Collected data entries:
□ □ □ □ □

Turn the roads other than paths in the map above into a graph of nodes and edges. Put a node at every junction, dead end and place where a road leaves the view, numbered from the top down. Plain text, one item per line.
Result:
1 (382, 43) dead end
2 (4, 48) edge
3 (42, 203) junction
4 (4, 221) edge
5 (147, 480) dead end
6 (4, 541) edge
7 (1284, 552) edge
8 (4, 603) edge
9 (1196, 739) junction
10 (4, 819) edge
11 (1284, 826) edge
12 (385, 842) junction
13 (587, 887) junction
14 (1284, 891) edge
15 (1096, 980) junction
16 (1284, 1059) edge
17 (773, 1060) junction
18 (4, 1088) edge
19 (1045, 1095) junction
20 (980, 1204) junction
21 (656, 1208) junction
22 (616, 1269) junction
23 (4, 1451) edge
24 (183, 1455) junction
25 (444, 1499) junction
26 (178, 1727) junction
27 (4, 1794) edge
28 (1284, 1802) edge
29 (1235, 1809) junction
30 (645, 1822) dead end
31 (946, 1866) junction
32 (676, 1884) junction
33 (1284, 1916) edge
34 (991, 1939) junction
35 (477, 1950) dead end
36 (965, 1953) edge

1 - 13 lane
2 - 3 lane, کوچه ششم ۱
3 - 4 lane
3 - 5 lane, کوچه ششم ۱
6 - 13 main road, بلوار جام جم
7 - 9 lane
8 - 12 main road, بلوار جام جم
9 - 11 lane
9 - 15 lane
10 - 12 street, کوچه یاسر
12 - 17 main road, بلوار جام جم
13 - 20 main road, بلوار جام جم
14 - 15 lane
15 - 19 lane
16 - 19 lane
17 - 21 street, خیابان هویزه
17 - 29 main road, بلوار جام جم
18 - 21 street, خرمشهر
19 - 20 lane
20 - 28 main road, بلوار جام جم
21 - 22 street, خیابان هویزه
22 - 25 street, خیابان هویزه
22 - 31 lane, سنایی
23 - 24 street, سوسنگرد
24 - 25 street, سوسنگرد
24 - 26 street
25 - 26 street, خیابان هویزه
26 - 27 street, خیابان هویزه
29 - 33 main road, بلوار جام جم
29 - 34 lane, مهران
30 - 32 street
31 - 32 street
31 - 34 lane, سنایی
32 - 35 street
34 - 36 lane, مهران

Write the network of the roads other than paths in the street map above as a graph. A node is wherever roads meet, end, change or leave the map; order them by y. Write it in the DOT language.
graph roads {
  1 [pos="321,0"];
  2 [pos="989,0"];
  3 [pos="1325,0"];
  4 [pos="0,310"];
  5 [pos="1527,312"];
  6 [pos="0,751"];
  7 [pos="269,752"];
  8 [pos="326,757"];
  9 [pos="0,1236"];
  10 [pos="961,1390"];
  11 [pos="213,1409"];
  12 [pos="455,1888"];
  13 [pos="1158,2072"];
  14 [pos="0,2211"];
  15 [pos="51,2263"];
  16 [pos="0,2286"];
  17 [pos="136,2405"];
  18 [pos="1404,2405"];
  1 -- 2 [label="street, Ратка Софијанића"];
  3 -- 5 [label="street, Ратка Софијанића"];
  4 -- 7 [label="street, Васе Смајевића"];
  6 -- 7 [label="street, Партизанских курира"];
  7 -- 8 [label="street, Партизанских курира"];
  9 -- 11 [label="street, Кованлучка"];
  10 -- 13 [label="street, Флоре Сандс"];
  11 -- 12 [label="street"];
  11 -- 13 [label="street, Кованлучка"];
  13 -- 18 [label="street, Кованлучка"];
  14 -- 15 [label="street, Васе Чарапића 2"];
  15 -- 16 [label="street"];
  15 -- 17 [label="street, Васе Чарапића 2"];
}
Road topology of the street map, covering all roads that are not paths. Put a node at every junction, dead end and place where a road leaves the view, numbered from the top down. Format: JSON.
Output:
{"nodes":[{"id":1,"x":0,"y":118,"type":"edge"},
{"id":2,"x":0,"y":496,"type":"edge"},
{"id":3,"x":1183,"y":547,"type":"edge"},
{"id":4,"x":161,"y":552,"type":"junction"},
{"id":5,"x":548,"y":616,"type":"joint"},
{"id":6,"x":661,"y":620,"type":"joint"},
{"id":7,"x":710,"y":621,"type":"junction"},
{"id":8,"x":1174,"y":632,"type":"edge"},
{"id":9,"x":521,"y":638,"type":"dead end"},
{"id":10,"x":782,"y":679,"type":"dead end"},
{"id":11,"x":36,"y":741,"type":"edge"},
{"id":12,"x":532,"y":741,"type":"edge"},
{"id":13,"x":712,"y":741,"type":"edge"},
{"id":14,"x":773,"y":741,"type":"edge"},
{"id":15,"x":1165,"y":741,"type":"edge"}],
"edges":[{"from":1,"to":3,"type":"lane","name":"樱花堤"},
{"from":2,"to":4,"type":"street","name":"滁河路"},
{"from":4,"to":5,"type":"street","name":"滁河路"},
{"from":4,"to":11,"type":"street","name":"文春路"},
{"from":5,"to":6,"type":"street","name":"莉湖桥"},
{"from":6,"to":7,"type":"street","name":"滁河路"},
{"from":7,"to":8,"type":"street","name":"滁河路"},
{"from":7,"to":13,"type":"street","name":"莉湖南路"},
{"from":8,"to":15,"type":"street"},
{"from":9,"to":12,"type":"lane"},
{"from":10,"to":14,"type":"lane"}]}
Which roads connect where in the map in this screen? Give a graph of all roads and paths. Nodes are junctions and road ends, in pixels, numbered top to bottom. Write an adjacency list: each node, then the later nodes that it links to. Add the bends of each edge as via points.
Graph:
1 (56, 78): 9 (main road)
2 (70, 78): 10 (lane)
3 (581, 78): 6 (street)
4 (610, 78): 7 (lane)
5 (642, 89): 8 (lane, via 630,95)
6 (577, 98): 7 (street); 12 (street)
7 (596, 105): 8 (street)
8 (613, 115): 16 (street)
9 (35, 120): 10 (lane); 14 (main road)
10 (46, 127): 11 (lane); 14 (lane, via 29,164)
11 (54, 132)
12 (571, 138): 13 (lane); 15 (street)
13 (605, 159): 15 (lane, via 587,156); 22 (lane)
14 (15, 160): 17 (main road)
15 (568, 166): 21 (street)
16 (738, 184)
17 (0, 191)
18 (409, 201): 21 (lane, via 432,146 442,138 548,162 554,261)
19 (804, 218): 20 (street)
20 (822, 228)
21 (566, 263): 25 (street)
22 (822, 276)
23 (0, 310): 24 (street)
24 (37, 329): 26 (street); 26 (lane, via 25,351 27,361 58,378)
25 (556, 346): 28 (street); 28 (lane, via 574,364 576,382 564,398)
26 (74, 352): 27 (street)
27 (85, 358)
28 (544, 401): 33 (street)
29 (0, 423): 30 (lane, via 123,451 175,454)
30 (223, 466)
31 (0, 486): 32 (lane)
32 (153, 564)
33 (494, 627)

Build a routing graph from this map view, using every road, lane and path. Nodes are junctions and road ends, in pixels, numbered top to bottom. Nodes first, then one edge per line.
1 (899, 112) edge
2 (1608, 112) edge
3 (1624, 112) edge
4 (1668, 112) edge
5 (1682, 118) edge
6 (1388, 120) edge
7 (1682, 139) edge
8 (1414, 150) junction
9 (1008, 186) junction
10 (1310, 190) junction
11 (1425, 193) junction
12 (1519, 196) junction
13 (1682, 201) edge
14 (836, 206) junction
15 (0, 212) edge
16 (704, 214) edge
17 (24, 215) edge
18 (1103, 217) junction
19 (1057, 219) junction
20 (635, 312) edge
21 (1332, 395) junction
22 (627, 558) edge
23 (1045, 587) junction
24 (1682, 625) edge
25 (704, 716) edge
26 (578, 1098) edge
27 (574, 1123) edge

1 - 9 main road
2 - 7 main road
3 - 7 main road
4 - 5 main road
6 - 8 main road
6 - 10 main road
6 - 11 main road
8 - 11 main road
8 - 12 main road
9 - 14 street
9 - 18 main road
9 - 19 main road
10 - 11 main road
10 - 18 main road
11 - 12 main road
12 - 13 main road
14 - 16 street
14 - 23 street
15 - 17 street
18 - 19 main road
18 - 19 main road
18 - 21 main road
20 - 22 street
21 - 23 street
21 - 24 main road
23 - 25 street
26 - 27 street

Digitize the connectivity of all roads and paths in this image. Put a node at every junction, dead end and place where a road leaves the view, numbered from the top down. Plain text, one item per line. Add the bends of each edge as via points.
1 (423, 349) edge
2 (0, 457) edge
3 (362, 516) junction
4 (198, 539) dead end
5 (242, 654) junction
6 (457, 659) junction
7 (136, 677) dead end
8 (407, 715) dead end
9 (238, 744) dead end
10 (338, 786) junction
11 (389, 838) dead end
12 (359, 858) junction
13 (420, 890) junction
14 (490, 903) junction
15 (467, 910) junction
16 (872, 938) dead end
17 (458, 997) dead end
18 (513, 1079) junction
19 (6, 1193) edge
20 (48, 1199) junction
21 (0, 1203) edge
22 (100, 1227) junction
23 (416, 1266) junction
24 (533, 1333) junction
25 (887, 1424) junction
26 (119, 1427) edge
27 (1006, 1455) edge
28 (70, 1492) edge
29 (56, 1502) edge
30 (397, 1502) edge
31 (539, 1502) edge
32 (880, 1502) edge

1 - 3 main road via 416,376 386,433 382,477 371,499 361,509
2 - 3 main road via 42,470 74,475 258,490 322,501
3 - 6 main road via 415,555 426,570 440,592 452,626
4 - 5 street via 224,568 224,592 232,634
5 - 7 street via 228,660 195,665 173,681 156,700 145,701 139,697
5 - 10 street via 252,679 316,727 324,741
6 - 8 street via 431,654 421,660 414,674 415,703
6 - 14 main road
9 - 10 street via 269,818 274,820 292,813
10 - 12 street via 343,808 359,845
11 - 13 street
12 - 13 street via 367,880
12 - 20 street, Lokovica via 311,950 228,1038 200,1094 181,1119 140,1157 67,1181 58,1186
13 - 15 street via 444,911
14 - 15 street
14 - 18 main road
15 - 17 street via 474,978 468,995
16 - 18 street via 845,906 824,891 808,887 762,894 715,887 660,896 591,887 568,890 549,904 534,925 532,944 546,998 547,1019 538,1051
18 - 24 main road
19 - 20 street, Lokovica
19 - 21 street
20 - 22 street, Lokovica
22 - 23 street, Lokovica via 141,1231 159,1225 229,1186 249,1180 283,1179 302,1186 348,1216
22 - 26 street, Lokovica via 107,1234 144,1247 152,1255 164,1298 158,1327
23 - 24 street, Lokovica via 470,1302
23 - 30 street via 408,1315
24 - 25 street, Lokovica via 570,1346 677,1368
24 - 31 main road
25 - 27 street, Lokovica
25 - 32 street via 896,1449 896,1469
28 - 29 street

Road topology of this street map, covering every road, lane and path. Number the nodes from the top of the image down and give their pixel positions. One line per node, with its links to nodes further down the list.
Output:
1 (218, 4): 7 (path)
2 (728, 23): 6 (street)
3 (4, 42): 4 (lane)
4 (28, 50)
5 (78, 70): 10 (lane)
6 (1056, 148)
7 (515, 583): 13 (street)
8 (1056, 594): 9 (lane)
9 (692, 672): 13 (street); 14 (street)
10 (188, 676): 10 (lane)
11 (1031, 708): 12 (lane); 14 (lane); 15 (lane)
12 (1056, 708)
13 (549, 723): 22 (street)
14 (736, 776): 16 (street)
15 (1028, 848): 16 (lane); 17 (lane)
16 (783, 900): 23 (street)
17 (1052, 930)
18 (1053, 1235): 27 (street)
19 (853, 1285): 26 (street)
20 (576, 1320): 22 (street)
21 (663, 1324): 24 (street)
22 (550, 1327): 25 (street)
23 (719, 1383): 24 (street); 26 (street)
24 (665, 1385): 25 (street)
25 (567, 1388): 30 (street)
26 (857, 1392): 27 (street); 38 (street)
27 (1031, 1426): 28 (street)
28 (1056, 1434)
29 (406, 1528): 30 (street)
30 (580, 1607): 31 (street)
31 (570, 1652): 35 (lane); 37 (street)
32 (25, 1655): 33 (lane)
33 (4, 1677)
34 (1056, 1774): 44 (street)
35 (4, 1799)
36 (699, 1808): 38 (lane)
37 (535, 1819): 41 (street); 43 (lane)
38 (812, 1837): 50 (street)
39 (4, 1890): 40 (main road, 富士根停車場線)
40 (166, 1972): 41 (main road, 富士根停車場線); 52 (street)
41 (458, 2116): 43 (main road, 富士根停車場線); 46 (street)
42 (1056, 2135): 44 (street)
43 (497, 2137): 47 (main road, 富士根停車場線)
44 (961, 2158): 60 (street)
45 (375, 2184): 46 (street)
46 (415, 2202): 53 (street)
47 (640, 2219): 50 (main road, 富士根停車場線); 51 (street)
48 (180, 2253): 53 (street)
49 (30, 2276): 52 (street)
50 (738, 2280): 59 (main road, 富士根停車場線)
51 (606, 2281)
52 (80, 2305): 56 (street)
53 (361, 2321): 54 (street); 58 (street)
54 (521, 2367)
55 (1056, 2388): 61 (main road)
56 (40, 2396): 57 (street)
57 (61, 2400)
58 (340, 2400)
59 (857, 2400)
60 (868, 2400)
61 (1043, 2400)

□ □ □ □ □

WORK TASK:
Search the records for the word "then" and return every line that holds it.

ANSWER SECTION:
Which roads connect where in the map in this screen? Give a graph of all roads and paths. Nodes are junctions and road ends, in pixels, numbered top to bottom. Write an adjacency list: each node, then the later nodes that it links to. Add the bends of each edge as via points.
Build a routing graph from this map view, using every road, lane and path. Nodes are junctions and road ends, in pixels, numbered top to bottom. Nodes first, then one edge per line.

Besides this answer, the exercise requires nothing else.